▶ _ASSIGNMENT_
Write out every line from the listing below where the string "other" is found.

▶ _PROVIDED ENTRIES_

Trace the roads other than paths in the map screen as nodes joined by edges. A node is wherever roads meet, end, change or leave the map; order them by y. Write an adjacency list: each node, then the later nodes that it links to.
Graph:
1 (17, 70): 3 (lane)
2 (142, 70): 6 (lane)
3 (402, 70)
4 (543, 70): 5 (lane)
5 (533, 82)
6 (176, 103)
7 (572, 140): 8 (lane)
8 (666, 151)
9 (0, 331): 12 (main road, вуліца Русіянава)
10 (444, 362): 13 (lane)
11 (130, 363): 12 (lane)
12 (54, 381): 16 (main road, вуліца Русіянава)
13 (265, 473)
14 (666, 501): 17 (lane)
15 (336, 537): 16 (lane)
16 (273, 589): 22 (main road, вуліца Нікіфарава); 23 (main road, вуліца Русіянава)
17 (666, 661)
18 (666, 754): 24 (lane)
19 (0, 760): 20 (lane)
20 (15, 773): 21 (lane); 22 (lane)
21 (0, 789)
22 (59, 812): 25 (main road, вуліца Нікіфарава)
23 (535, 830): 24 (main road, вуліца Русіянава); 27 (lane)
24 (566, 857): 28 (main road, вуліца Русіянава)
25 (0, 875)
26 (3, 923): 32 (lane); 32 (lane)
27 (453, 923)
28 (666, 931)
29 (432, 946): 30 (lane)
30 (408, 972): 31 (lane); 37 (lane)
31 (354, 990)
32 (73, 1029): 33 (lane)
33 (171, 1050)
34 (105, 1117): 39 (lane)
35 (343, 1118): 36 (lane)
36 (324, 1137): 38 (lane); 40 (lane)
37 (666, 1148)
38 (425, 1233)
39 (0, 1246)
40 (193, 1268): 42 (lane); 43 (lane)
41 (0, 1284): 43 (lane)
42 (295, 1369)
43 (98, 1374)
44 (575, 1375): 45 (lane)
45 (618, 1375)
* * *
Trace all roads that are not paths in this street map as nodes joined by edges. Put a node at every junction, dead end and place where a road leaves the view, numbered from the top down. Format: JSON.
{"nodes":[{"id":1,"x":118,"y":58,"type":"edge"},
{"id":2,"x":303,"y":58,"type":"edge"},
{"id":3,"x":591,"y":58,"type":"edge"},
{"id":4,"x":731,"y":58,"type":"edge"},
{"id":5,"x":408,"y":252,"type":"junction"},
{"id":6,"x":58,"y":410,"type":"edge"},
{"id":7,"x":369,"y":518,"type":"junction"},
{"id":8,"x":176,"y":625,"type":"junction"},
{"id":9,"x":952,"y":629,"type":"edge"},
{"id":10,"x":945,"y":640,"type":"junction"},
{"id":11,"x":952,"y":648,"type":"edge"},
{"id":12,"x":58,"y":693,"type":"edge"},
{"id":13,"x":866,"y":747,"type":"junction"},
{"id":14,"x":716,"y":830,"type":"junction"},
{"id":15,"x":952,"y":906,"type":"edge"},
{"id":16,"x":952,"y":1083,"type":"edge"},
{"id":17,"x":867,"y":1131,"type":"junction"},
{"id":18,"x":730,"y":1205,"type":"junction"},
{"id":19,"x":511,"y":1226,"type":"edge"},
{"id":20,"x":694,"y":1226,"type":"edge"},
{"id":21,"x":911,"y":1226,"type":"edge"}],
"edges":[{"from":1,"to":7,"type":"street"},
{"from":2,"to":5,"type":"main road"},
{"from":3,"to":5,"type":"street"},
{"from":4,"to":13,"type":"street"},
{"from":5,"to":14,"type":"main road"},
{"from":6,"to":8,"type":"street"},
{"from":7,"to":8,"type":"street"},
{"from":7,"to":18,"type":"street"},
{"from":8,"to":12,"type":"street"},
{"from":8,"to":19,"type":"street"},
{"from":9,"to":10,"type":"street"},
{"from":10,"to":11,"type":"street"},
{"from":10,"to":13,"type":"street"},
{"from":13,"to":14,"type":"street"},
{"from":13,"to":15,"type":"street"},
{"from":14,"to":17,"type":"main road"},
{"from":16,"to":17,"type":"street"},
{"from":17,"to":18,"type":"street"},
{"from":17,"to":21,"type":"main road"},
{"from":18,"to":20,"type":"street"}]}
...
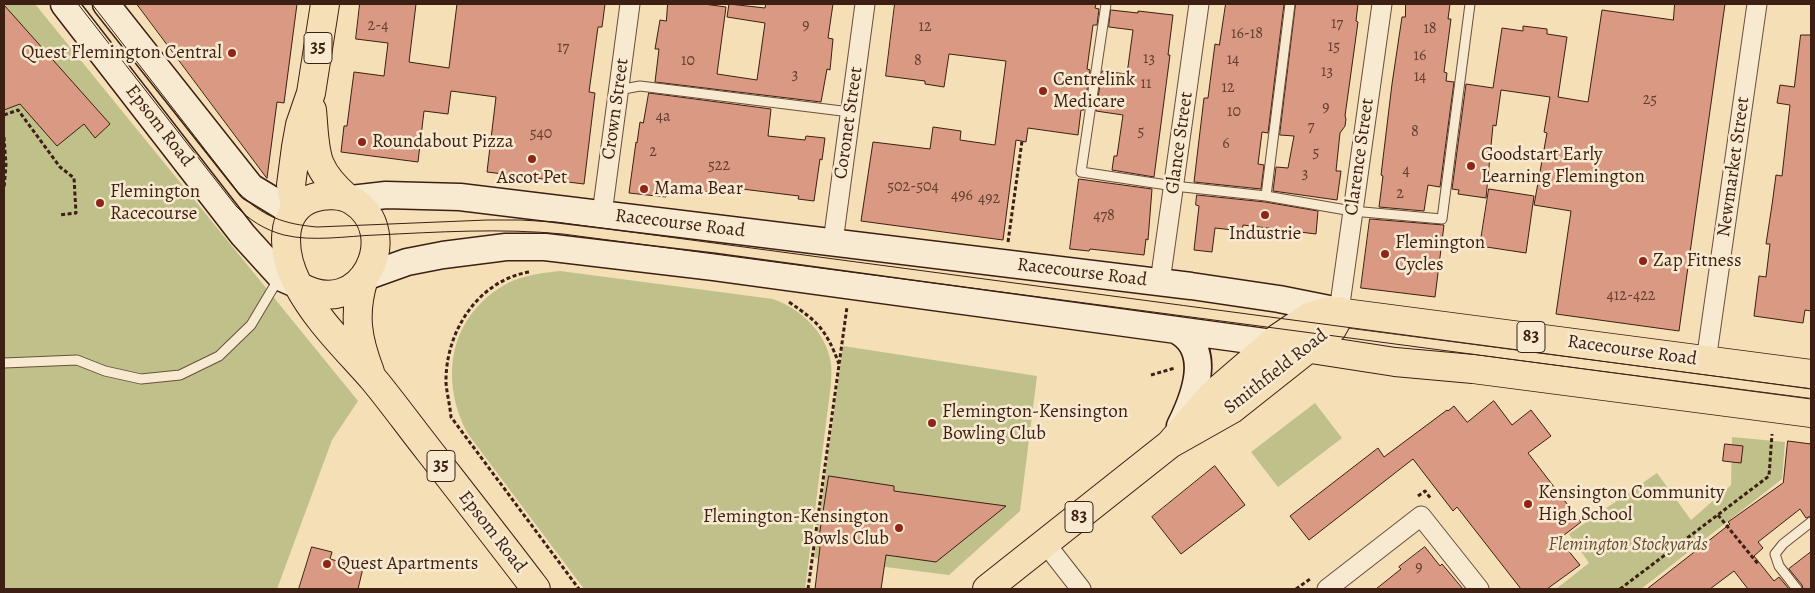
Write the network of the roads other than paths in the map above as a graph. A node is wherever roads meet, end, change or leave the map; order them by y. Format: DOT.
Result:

▶ _PROBLEM SOLUTION_
Trace the roads other than paths in the map screen as nodes joined by edges. A node is wherever roads meet, end, change or leave the map; order them by y. Write an adjacency list: each node, then the later nodes that it links to.
Write the network of the roads other than paths in the map above as a graph. A node is wherever roads meet, end, change or leave the map; order them by y. Format: DOT.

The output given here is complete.